Task objective:
Extract only the lines from the start of the entries below to the line with "options.set_hint_metrics(cairo.HINT_METRICS_OFF)", inclusive; omit every picture.

*** Begin section ***

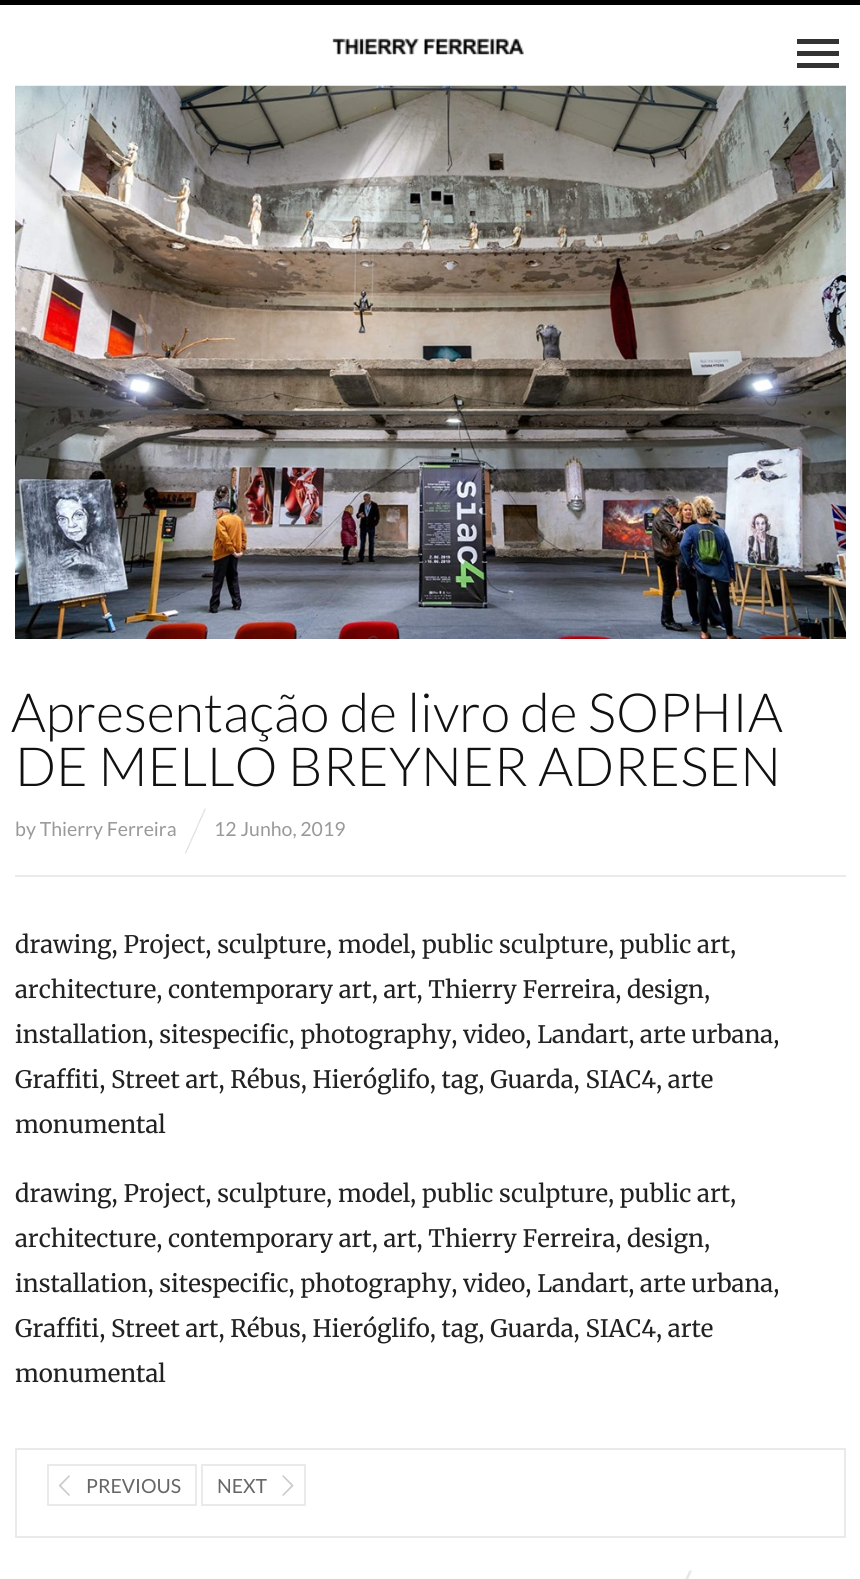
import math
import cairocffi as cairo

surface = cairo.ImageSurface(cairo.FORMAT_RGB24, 860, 1579)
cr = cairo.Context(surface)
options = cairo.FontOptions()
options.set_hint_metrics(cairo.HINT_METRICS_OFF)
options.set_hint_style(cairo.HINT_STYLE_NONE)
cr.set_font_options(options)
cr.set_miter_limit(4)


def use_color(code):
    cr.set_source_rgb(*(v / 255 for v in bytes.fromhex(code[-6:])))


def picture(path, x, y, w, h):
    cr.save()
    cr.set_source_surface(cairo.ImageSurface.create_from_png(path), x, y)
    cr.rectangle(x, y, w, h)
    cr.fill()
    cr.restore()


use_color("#ffffff")
cr.paint()
use_color("#333333")
cr.rectangle(797, 51, 42, 5)
cr.fill()
cr.rectangle(797, 39, 42, 5)
cr.fill()
cr.rectangle(797, 63, 42, 5)
cr.fill()
use_color("#000000")
cr.rectangle(0, 0, 860, 5)
cr.fill()
picture("img1.png", 332, 38, 192, 17)
picture("img2.png", 15, 85, 831, 554)
use_color("#eaeaea")
cr.rectangle(15, 875, 831, 2)
cr.fill()
cr.select_font_face("Lato Light")
cr.set_font_size(54)
use_color("#111111")
cr.move_to(11, 732)
cr.show_text("Apresentação de livro de SOPHIA")
cr.move_to(15, 786)
cr.show_text("DE MELLO BREYNER ADRESEN")
cr.select_font_face("Lato")
cr.set_font_size(19.5)
use_color("#999999")
cr.move_to(15, 836)
cr.show_text("by Thierry Ferreira")
picture("img3.png", 184, 808, 22, 46)
cr.move_to(214, 836)
cr.show_text("12 Junho, 2019")
cr.select_font_face("Merriweather Light")
cr.set_font_size(24)
use_color("#222222")
cr.move_to(15, 953)
cr.show_text("drawing, Project, sculpture, model, public sculpture, public art,")
cr.move_to(15, 998)
cr.show_text("architecture, contemporary art, art, Thierry Ferreira, design,")
cr.move_to(15, 1043)
cr.show_text("installation, sitespecific, photography, video, Landart, arte urbana,")
cr.move_to(15, 1088)
cr.show_text("Graffiti, Street art, Rébus, Hieróglifo, tag, Guarda, SIAC4, arte")
cr.move_to(15, 1133)
cr.show_text("monumental")
cr.move_to(15, 1202)
cr.show_text("drawing, Project, sculpture, model, public sculpture, public art,")
cr.move_to(15, 1247)
cr.show_text("architecture, contemporary art, art, Thierry Ferreira, design,")
cr.move_to(15, 1292)
cr.show_text("installation, sitespecific, photography, video, Landart, arte urbana,")
cr.move_to(15, 1337)
cr.show_text("Graffiti, Street art, Rébus, Hieróglifo, tag, Guarda, SIAC4, arte")
cr.move_to(15, 1382)
cr.show_text("monumental")
cr.rectangle(16, 1449, 829, 88)
use_color("#eaeaea")
cr.stroke()
cr.rectangle(48, 1465, 148, 40)
cr.stroke()
picture("img4.png", 58, 1475, 12, 21)
cr.select_font_face("Lato")
cr.set_font_size(19.5)
use_color("#666666")
cr.move_to(86, 1493)
cr.show_text("PREVIOUS")
cr.rectangle(202, 1465, 103, 40)
use_color("#eaeaea")
cr.stroke()
use_color("#666666")
cr.move_to(217, 1493)
cr.show_text("NEXT")
picture("img5.png", 282, 1475, 12, 21)
picture("img6.png", 685, 1570, 7, 9)
surface.write_to_png("result.png")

*** End section ***

Exercise answer:
import math
import cairocffi as cairo

surface = cairo.ImageSurface(cairo.FORMAT_RGB24, 860, 1579)
cr = cairo.Context(surface)
options = cairo.FontOptions()
options.set_hint_metrics(cairo.HINT_METRICS_OFF)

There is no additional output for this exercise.